TASK ITEM:
When you reach the line containing "middle mcp: (159, 231)" in the entries below, start writing out each line exactly, and stop after the line containing "wrist: (299, 225)".
-- -- --
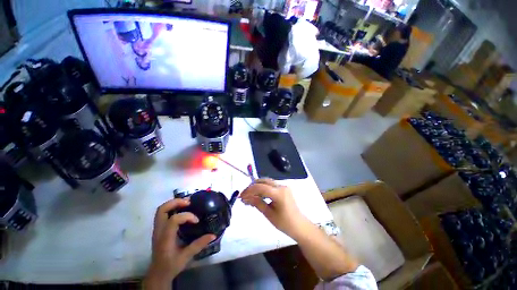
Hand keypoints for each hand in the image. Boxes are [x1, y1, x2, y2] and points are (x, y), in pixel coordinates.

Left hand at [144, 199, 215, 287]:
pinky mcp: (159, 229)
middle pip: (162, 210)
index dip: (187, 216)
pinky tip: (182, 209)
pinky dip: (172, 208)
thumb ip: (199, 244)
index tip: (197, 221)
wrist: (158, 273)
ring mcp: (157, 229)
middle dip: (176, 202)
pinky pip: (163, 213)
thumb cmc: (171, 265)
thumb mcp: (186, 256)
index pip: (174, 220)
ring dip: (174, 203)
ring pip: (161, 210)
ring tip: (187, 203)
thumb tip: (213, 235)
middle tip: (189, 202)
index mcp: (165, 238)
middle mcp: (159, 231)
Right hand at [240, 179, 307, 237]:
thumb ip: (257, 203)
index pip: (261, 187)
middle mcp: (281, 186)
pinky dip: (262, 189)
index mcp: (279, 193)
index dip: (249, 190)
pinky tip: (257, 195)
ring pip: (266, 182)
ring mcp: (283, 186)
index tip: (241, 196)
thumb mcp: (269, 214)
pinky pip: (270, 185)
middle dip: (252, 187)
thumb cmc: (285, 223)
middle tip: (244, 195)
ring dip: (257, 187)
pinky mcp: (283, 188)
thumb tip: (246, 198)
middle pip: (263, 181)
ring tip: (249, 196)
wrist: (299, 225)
-- -- --
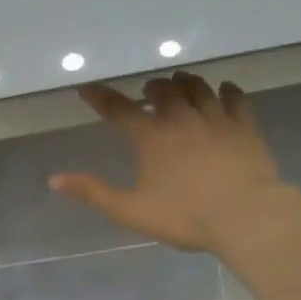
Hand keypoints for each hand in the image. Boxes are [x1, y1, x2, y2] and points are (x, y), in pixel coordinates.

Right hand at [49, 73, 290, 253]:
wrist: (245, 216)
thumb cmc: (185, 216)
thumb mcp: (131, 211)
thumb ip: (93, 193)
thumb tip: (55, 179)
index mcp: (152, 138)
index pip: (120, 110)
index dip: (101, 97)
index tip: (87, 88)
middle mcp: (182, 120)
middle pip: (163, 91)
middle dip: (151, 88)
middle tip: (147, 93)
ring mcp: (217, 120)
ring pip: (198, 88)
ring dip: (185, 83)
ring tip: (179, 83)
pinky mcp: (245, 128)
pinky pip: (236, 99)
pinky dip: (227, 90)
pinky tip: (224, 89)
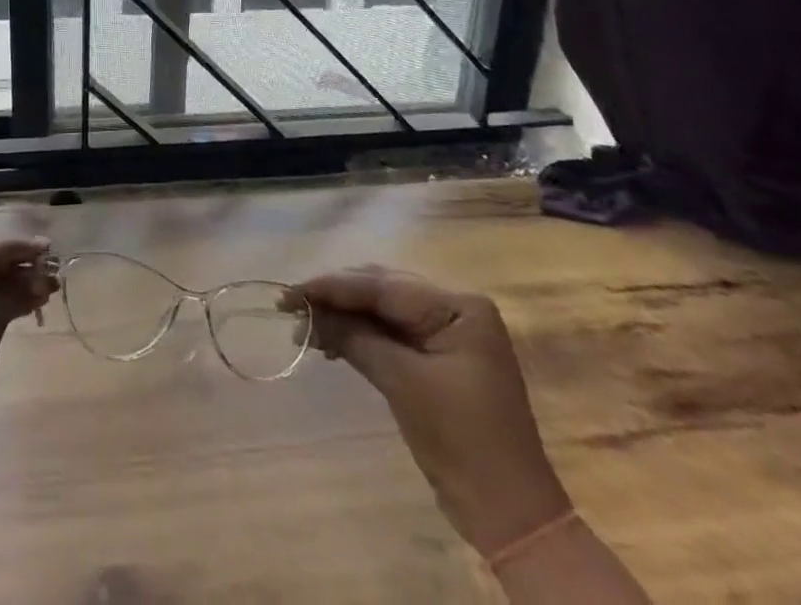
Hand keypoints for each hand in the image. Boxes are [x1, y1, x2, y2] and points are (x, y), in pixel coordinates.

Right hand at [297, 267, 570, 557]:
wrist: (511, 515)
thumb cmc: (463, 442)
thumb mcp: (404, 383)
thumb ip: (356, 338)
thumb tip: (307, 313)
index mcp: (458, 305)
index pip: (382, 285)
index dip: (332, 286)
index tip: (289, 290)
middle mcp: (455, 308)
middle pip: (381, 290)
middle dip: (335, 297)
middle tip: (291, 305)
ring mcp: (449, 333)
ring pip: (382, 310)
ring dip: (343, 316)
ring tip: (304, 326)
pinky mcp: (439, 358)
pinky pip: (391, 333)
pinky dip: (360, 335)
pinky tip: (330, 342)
-- -- --
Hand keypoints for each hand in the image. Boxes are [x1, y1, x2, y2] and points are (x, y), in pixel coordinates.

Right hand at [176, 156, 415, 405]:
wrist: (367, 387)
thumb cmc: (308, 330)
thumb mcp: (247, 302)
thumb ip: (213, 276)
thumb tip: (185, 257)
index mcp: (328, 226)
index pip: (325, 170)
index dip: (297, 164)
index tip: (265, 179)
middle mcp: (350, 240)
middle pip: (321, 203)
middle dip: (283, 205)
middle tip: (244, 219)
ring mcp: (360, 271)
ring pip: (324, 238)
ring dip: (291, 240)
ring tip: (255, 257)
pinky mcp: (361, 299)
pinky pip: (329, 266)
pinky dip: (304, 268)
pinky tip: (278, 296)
-- -- --
THE ANSWER:
middle mcp: (159, 231)
Right hand at [240, 179, 307, 237]:
thumb ip: (257, 203)
index pip: (261, 187)
middle mcp: (281, 186)
pinky dip: (262, 189)
index mcp: (279, 193)
index dip: (249, 190)
pinky tip: (257, 195)
ring pip: (266, 182)
ring mcp: (283, 186)
index tip: (241, 196)
thumb mcp: (269, 214)
pinky pip: (270, 185)
middle dip: (252, 187)
thumb cmc: (285, 223)
middle tip: (244, 195)
ring dip: (257, 187)
pinky mcp: (283, 188)
thumb tip: (246, 198)
middle pip: (263, 181)
ring tip: (249, 196)
wrist: (299, 225)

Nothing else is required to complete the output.